• [Dataset entries]
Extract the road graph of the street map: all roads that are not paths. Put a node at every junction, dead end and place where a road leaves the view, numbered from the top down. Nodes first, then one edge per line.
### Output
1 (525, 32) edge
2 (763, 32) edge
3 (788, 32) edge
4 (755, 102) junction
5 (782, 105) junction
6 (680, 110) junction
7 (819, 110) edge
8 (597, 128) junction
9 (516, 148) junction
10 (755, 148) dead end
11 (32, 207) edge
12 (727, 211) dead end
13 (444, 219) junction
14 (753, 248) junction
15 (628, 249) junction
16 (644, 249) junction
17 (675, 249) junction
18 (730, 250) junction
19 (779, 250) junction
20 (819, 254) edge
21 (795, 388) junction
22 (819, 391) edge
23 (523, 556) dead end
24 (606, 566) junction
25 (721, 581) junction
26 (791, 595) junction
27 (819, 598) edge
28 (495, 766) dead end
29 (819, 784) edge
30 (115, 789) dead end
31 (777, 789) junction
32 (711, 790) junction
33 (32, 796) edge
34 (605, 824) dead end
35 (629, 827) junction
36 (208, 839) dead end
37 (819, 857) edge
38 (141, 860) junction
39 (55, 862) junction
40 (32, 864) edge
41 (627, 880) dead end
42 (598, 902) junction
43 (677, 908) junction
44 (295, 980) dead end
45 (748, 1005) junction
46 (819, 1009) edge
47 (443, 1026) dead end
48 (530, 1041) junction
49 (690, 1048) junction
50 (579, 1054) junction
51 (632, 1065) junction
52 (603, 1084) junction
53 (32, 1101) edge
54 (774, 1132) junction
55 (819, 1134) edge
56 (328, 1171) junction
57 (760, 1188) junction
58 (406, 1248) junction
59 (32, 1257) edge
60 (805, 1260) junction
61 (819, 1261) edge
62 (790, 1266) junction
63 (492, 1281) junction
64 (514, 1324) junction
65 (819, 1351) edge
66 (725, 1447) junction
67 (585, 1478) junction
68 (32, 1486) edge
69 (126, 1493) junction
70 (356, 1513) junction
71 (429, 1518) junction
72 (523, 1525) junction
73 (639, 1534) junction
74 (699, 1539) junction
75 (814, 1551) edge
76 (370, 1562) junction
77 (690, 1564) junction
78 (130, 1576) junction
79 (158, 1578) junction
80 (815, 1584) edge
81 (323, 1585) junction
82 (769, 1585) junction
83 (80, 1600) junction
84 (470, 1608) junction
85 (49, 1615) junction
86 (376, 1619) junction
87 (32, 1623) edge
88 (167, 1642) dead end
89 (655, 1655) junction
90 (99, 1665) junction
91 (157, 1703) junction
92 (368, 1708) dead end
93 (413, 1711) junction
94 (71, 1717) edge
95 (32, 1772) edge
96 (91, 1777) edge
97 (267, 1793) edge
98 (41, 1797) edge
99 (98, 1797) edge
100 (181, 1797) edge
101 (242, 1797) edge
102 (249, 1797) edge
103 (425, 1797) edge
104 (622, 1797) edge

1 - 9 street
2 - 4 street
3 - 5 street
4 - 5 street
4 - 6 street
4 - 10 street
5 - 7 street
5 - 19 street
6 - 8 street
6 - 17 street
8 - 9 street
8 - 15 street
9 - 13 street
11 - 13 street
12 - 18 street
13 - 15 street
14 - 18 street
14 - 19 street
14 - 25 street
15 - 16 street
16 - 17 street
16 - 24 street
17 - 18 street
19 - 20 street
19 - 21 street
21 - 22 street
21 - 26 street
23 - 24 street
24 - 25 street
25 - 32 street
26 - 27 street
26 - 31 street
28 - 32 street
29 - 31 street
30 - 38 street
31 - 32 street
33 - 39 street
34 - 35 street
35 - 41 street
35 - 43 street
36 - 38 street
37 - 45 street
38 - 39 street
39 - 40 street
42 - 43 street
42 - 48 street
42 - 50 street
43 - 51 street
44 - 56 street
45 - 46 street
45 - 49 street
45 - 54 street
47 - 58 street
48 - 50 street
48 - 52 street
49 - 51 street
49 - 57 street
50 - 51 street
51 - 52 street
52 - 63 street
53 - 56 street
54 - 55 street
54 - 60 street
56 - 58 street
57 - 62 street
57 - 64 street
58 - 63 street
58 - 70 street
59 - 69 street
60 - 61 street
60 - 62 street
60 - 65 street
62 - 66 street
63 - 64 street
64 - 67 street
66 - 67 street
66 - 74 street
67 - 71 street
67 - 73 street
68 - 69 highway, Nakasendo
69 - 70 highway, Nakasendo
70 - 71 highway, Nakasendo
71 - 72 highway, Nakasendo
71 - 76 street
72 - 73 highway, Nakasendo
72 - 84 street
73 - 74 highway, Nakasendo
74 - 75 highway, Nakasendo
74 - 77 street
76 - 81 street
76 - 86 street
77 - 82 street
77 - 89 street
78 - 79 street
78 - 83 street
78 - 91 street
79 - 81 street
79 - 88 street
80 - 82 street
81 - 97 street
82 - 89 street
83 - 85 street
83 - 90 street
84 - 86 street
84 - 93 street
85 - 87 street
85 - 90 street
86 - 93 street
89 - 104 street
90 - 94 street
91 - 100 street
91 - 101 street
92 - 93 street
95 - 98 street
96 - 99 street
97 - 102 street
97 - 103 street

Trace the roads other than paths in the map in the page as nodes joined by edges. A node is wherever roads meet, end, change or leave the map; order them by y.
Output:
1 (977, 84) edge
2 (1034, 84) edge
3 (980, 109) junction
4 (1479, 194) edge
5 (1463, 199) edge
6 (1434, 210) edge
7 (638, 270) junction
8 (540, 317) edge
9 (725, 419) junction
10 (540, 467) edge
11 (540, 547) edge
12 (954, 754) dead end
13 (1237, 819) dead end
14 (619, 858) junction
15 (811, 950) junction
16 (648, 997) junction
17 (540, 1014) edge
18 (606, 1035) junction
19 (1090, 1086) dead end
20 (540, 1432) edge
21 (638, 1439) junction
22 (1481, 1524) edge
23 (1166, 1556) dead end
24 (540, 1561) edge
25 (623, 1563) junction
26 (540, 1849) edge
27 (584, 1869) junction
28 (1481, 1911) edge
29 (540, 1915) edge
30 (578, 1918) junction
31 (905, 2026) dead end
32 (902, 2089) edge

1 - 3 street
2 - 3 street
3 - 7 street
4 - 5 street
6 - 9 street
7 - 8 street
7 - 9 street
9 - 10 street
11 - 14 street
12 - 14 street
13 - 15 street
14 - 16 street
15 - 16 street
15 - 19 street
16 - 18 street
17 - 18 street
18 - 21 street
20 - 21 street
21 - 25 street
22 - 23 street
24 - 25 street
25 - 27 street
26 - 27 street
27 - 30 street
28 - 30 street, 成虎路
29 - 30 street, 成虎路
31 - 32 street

• [Problem requirements] Write out every line of the data exactly, leaving nothing out.

• [Answer to this exercise]
Extract the road graph of the street map: all roads that are not paths. Put a node at every junction, dead end and place where a road leaves the view, numbered from the top down. Nodes first, then one edge per line.
### Output
1 (525, 32) edge
2 (763, 32) edge
3 (788, 32) edge
4 (755, 102) junction
5 (782, 105) junction
6 (680, 110) junction
7 (819, 110) edge
8 (597, 128) junction
9 (516, 148) junction
10 (755, 148) dead end
11 (32, 207) edge
12 (727, 211) dead end
13 (444, 219) junction
14 (753, 248) junction
15 (628, 249) junction
16 (644, 249) junction
17 (675, 249) junction
18 (730, 250) junction
19 (779, 250) junction
20 (819, 254) edge
21 (795, 388) junction
22 (819, 391) edge
23 (523, 556) dead end
24 (606, 566) junction
25 (721, 581) junction
26 (791, 595) junction
27 (819, 598) edge
28 (495, 766) dead end
29 (819, 784) edge
30 (115, 789) dead end
31 (777, 789) junction
32 (711, 790) junction
33 (32, 796) edge
34 (605, 824) dead end
35 (629, 827) junction
36 (208, 839) dead end
37 (819, 857) edge
38 (141, 860) junction
39 (55, 862) junction
40 (32, 864) edge
41 (627, 880) dead end
42 (598, 902) junction
43 (677, 908) junction
44 (295, 980) dead end
45 (748, 1005) junction
46 (819, 1009) edge
47 (443, 1026) dead end
48 (530, 1041) junction
49 (690, 1048) junction
50 (579, 1054) junction
51 (632, 1065) junction
52 (603, 1084) junction
53 (32, 1101) edge
54 (774, 1132) junction
55 (819, 1134) edge
56 (328, 1171) junction
57 (760, 1188) junction
58 (406, 1248) junction
59 (32, 1257) edge
60 (805, 1260) junction
61 (819, 1261) edge
62 (790, 1266) junction
63 (492, 1281) junction
64 (514, 1324) junction
65 (819, 1351) edge
66 (725, 1447) junction
67 (585, 1478) junction
68 (32, 1486) edge
69 (126, 1493) junction
70 (356, 1513) junction
71 (429, 1518) junction
72 (523, 1525) junction
73 (639, 1534) junction
74 (699, 1539) junction
75 (814, 1551) edge
76 (370, 1562) junction
77 (690, 1564) junction
78 (130, 1576) junction
79 (158, 1578) junction
80 (815, 1584) edge
81 (323, 1585) junction
82 (769, 1585) junction
83 (80, 1600) junction
84 (470, 1608) junction
85 (49, 1615) junction
86 (376, 1619) junction
87 (32, 1623) edge
88 (167, 1642) dead end
89 (655, 1655) junction
90 (99, 1665) junction
91 (157, 1703) junction
92 (368, 1708) dead end
93 (413, 1711) junction
94 (71, 1717) edge
95 (32, 1772) edge
96 (91, 1777) edge
97 (267, 1793) edge
98 (41, 1797) edge
99 (98, 1797) edge
100 (181, 1797) edge
101 (242, 1797) edge
102 (249, 1797) edge
103 (425, 1797) edge
104 (622, 1797) edge

1 - 9 street
2 - 4 street
3 - 5 street
4 - 5 street
4 - 6 street
4 - 10 street
5 - 7 street
5 - 19 street
6 - 8 street
6 - 17 street
8 - 9 street
8 - 15 street
9 - 13 street
11 - 13 street
12 - 18 street
13 - 15 street
14 - 18 street
14 - 19 street
14 - 25 street
15 - 16 street
16 - 17 street
16 - 24 street
17 - 18 street
19 - 20 street
19 - 21 street
21 - 22 street
21 - 26 street
23 - 24 street
24 - 25 street
25 - 32 street
26 - 27 street
26 - 31 street
28 - 32 street
29 - 31 street
30 - 38 street
31 - 32 street
33 - 39 street
34 - 35 street
35 - 41 street
35 - 43 street
36 - 38 street
37 - 45 street
38 - 39 street
39 - 40 street
42 - 43 street
42 - 48 street
42 - 50 street
43 - 51 street
44 - 56 street
45 - 46 street
45 - 49 street
45 - 54 street
47 - 58 street
48 - 50 street
48 - 52 street
49 - 51 street
49 - 57 street
50 - 51 street
51 - 52 street
52 - 63 street
53 - 56 street
54 - 55 street
54 - 60 street
56 - 58 street
57 - 62 street
57 - 64 street
58 - 63 street
58 - 70 street
59 - 69 street
60 - 61 street
60 - 62 street
60 - 65 street
62 - 66 street
63 - 64 street
64 - 67 street
66 - 67 street
66 - 74 street
67 - 71 street
67 - 73 street
68 - 69 highway, Nakasendo
69 - 70 highway, Nakasendo
70 - 71 highway, Nakasendo
71 - 72 highway, Nakasendo
71 - 76 street
72 - 73 highway, Nakasendo
72 - 84 street
73 - 74 highway, Nakasendo
74 - 75 highway, Nakasendo
74 - 77 street
76 - 81 street
76 - 86 street
77 - 82 street
77 - 89 street
78 - 79 street
78 - 83 street
78 - 91 street
79 - 81 street
79 - 88 street
80 - 82 street
81 - 97 street
82 - 89 street
83 - 85 street
83 - 90 street
84 - 86 street
84 - 93 street
85 - 87 street
85 - 90 street
86 - 93 street
89 - 104 street
90 - 94 street
91 - 100 street
91 - 101 street
92 - 93 street
95 - 98 street
96 - 99 street
97 - 102 street
97 - 103 street

Trace the roads other than paths in the map in the page as nodes joined by edges. A node is wherever roads meet, end, change or leave the map; order them by y.
Output:
1 (977, 84) edge
2 (1034, 84) edge
3 (980, 109) junction
4 (1479, 194) edge
5 (1463, 199) edge
6 (1434, 210) edge
7 (638, 270) junction
8 (540, 317) edge
9 (725, 419) junction
10 (540, 467) edge
11 (540, 547) edge
12 (954, 754) dead end
13 (1237, 819) dead end
14 (619, 858) junction
15 (811, 950) junction
16 (648, 997) junction
17 (540, 1014) edge
18 (606, 1035) junction
19 (1090, 1086) dead end
20 (540, 1432) edge
21 (638, 1439) junction
22 (1481, 1524) edge
23 (1166, 1556) dead end
24 (540, 1561) edge
25 (623, 1563) junction
26 (540, 1849) edge
27 (584, 1869) junction
28 (1481, 1911) edge
29 (540, 1915) edge
30 (578, 1918) junction
31 (905, 2026) dead end
32 (902, 2089) edge

1 - 3 street
2 - 3 street
3 - 7 street
4 - 5 street
6 - 9 street
7 - 8 street
7 - 9 street
9 - 10 street
11 - 14 street
12 - 14 street
13 - 15 street
14 - 16 street
15 - 16 street
15 - 19 street
16 - 18 street
17 - 18 street
18 - 21 street
20 - 21 street
21 - 25 street
22 - 23 street
24 - 25 street
25 - 27 street
26 - 27 street
27 - 30 street
28 - 30 street, 成虎路
29 - 30 street, 成虎路
31 - 32 street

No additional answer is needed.